__Problem description__
The line holding "pinky tip: (313, 222)" and every line after it through the end of the entries below: retype these exactly and nothing more.

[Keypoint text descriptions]

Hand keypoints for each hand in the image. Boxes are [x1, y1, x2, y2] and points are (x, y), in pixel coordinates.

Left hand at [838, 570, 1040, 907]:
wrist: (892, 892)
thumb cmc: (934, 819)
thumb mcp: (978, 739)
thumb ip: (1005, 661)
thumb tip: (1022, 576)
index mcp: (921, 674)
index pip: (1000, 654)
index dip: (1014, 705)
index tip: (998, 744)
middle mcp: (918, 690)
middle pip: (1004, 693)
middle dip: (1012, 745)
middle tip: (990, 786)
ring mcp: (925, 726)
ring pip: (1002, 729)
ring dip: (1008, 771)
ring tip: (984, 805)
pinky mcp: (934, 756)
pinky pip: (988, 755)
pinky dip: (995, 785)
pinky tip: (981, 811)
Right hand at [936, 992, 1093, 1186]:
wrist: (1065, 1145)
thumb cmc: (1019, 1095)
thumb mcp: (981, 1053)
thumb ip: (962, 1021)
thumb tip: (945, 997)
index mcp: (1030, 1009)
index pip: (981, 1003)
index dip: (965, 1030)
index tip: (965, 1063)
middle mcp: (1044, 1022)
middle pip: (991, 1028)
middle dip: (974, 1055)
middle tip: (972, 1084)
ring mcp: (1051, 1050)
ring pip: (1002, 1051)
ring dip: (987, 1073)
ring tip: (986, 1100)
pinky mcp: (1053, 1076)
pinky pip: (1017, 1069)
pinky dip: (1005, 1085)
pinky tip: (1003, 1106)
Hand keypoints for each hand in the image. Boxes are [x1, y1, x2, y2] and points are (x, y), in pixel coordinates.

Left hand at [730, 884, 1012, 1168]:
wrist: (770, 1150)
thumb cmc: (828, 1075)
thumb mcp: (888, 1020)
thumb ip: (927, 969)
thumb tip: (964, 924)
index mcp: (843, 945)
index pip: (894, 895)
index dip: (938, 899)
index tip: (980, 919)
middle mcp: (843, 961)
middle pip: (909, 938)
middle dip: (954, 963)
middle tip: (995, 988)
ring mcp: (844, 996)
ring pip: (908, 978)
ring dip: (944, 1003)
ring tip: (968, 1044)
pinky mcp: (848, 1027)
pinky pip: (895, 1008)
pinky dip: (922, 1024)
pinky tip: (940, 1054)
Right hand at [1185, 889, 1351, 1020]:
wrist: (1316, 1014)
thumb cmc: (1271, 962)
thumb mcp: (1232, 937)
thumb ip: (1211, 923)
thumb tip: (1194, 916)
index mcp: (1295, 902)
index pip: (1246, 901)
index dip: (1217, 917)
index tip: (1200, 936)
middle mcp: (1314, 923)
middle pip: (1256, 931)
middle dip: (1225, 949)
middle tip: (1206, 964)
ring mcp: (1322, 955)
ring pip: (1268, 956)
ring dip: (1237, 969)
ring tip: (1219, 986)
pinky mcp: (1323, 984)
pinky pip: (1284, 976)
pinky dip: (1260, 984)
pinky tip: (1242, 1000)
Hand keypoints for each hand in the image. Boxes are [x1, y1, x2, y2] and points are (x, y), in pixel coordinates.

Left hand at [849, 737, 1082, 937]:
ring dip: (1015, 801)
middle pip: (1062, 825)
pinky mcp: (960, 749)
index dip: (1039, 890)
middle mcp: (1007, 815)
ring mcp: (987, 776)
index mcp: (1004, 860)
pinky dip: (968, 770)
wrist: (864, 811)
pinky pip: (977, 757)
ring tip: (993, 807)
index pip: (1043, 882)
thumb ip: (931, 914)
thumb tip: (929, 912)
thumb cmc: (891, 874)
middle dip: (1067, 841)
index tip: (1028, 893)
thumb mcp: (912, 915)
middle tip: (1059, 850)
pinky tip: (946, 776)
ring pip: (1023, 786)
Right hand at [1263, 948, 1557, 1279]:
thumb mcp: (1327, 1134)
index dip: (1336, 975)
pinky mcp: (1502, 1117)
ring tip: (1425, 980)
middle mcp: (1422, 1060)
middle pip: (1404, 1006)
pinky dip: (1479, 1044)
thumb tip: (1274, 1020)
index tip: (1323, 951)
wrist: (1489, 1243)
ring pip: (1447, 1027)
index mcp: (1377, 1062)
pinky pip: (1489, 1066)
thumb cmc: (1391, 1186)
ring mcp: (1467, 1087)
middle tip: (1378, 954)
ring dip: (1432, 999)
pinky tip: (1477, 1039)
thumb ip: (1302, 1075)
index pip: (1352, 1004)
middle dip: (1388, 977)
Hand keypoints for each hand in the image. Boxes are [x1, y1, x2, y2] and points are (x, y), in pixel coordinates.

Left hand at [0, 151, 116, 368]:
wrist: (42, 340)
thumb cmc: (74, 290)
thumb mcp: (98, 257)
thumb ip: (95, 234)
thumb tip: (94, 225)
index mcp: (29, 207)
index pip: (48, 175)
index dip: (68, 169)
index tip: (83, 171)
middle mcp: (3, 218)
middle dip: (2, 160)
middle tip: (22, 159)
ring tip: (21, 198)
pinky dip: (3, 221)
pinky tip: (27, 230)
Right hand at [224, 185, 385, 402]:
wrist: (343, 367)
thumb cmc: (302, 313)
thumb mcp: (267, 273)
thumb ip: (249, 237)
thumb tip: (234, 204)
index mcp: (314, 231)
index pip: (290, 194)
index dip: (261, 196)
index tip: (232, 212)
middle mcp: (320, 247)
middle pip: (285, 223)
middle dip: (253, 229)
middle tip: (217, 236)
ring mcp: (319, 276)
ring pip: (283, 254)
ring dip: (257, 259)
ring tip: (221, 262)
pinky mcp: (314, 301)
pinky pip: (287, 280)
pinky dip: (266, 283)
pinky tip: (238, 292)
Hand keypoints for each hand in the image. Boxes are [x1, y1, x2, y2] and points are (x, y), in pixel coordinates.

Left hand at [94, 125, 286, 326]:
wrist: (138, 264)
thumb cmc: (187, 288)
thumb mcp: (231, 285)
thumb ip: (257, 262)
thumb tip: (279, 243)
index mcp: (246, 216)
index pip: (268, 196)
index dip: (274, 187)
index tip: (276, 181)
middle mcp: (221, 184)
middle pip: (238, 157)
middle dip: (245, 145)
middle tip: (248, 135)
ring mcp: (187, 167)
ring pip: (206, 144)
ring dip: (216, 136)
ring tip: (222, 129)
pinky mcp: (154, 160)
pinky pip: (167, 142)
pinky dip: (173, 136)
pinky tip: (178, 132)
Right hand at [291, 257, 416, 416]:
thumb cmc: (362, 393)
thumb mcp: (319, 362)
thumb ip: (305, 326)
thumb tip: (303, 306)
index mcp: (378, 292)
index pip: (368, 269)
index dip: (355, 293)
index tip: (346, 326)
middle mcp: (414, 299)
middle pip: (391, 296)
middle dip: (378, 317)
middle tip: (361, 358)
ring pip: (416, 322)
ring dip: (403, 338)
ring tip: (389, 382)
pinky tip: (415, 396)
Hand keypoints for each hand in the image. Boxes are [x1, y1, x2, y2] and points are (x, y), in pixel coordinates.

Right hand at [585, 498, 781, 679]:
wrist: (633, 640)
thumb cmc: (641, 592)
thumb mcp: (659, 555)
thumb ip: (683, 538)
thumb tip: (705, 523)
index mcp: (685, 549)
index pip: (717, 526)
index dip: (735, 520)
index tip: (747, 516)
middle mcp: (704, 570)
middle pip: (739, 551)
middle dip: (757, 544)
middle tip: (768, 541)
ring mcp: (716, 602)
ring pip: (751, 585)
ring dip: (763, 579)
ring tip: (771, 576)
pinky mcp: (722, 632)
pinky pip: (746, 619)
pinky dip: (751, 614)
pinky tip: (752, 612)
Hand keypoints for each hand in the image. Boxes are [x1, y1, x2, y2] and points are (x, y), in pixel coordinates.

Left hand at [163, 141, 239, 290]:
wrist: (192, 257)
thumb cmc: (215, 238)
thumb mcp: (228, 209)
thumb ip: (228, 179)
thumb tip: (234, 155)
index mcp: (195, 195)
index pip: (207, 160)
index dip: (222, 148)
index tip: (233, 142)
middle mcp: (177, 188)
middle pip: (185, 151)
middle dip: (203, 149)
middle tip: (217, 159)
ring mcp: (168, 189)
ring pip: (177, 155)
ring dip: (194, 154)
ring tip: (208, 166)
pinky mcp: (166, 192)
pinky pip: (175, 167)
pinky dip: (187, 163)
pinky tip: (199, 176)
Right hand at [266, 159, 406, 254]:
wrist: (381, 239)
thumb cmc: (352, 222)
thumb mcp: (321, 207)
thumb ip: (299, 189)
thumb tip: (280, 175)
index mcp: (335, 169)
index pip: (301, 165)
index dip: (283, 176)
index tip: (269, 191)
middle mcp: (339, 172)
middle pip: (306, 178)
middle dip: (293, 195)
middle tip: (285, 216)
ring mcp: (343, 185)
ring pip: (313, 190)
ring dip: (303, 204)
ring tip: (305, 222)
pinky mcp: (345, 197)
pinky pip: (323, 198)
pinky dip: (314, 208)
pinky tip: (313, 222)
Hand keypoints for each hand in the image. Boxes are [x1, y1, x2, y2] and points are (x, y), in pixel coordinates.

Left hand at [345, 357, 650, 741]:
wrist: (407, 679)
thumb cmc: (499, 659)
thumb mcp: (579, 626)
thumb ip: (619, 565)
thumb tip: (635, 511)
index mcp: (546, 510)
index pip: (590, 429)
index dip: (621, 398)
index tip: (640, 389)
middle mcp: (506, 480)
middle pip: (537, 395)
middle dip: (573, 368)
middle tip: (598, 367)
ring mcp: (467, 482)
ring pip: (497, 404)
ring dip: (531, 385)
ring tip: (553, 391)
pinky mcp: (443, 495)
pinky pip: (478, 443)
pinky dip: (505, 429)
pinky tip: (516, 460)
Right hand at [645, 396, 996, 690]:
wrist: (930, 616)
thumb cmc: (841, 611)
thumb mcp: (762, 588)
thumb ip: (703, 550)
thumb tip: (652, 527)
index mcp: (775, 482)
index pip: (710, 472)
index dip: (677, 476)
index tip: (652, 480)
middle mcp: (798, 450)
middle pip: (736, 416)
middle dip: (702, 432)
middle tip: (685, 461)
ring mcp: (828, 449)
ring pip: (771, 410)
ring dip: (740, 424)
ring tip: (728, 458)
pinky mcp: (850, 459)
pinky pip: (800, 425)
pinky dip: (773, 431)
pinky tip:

__Solution below__
pinky tip: (313, 222)
Hand keypoints for each hand in the image. Boxes are [x1, y1, x2, y2] and points are (x, y), in pixel coordinates.

Left hand at [345, 357, 650, 741]:
wrist: (407, 679)
thumb cmc: (499, 659)
thumb mcp: (579, 626)
thumb ip: (619, 565)
thumb tip: (635, 511)
index mcp: (546, 510)
index pip: (590, 429)
index dip: (621, 398)
index tip: (640, 389)
middle mcp: (506, 480)
middle pip: (537, 395)
middle dip: (573, 368)
middle tip: (598, 367)
ring mcp: (467, 482)
ring pip: (497, 404)
ring dip: (531, 385)
ring tip: (553, 391)
pinky mcp: (443, 495)
pinky pip: (478, 443)
pinky dip: (505, 429)
pinky tip: (516, 460)
Right hand at [645, 396, 996, 690]:
wrist: (930, 616)
thumb cmc: (841, 611)
thumb mcp: (762, 588)
thumb ip: (703, 550)
thumb tip: (652, 527)
index mcp: (775, 482)
index pip: (710, 472)
index dip: (677, 476)
index tip: (652, 480)
middle mcp: (798, 450)
middle pip: (736, 416)
middle dip: (702, 432)
middle tip: (685, 461)
ring mcp: (828, 449)
ring pip: (771, 410)
ring dip: (740, 424)
ring tip: (728, 458)
pinky mcp: (850, 459)
pinky pip: (800, 425)
pinky dip: (773, 431)
pinky tip:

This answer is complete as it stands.